■ **EXERCISE INSTRUCTIONS**:
Reprint every line of the data, keeping each character intact.
·····
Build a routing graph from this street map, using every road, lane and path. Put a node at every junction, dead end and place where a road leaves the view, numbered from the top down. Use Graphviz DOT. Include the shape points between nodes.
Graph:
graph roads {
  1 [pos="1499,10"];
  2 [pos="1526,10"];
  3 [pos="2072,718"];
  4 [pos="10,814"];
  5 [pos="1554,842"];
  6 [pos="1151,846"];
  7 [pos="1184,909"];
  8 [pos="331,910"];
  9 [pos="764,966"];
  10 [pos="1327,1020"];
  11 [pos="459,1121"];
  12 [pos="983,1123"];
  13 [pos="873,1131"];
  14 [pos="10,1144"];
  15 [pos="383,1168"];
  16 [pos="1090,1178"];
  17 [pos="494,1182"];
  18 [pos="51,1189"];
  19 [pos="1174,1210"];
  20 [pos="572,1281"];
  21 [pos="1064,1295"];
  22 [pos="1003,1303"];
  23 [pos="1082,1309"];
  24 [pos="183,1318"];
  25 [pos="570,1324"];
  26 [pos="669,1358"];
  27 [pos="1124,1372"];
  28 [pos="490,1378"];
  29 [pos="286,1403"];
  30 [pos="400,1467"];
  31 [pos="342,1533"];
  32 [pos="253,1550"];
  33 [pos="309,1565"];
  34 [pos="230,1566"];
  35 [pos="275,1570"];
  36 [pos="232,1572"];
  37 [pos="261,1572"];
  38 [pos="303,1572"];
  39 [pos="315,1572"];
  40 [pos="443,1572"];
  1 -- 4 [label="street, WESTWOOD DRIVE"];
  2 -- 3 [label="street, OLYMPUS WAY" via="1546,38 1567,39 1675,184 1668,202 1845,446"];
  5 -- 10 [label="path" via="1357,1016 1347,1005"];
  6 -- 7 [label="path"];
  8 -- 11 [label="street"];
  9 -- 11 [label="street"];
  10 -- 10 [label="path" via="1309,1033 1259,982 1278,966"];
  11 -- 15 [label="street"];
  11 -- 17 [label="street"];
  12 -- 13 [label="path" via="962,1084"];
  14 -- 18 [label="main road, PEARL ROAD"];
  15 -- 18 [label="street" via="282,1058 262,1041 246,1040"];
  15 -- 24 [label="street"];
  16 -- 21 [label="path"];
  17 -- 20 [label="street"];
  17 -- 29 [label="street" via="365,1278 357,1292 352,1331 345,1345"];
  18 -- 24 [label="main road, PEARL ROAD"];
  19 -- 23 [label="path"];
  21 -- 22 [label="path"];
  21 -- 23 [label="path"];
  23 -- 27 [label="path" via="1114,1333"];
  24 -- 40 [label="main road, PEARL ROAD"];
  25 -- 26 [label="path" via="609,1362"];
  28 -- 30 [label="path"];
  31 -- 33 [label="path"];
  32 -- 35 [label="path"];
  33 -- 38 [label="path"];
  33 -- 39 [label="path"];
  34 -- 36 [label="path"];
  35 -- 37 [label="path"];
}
·····
■ **PROBLEM SOLUTION**:
Build a routing graph from this street map, using every road, lane and path. Put a node at every junction, dead end and place where a road leaves the view, numbered from the top down. Use Graphviz DOT. Include the shape points between nodes.
Graph:
graph roads {
  1 [pos="1499,10"];
  2 [pos="1526,10"];
  3 [pos="2072,718"];
  4 [pos="10,814"];
  5 [pos="1554,842"];
  6 [pos="1151,846"];
  7 [pos="1184,909"];
  8 [pos="331,910"];
  9 [pos="764,966"];
  10 [pos="1327,1020"];
  11 [pos="459,1121"];
  12 [pos="983,1123"];
  13 [pos="873,1131"];
  14 [pos="10,1144"];
  15 [pos="383,1168"];
  16 [pos="1090,1178"];
  17 [pos="494,1182"];
  18 [pos="51,1189"];
  19 [pos="1174,1210"];
  20 [pos="572,1281"];
  21 [pos="1064,1295"];
  22 [pos="1003,1303"];
  23 [pos="1082,1309"];
  24 [pos="183,1318"];
  25 [pos="570,1324"];
  26 [pos="669,1358"];
  27 [pos="1124,1372"];
  28 [pos="490,1378"];
  29 [pos="286,1403"];
  30 [pos="400,1467"];
  31 [pos="342,1533"];
  32 [pos="253,1550"];
  33 [pos="309,1565"];
  34 [pos="230,1566"];
  35 [pos="275,1570"];
  36 [pos="232,1572"];
  37 [pos="261,1572"];
  38 [pos="303,1572"];
  39 [pos="315,1572"];
  40 [pos="443,1572"];
  1 -- 4 [label="street, WESTWOOD DRIVE"];
  2 -- 3 [label="street, OLYMPUS WAY" via="1546,38 1567,39 1675,184 1668,202 1845,446"];
  5 -- 10 [label="path" via="1357,1016 1347,1005"];
  6 -- 7 [label="path"];
  8 -- 11 [label="street"];
  9 -- 11 [label="street"];
  10 -- 10 [label="path" via="1309,1033 1259,982 1278,966"];
  11 -- 15 [label="street"];
  11 -- 17 [label="street"];
  12 -- 13 [label="path" via="962,1084"];
  14 -- 18 [label="main road, PEARL ROAD"];
  15 -- 18 [label="street" via="282,1058 262,1041 246,1040"];
  15 -- 24 [label="street"];
  16 -- 21 [label="path"];
  17 -- 20 [label="street"];
  17 -- 29 [label="street" via="365,1278 357,1292 352,1331 345,1345"];
  18 -- 24 [label="main road, PEARL ROAD"];
  19 -- 23 [label="path"];
  21 -- 22 [label="path"];
  21 -- 23 [label="path"];
  23 -- 27 [label="path" via="1114,1333"];
  24 -- 40 [label="main road, PEARL ROAD"];
  25 -- 26 [label="path" via="609,1362"];
  28 -- 30 [label="path"];
  31 -- 33 [label="path"];
  32 -- 35 [label="path"];
  33 -- 38 [label="path"];
  33 -- 39 [label="path"];
  34 -- 36 [label="path"];
  35 -- 37 [label="path"];
}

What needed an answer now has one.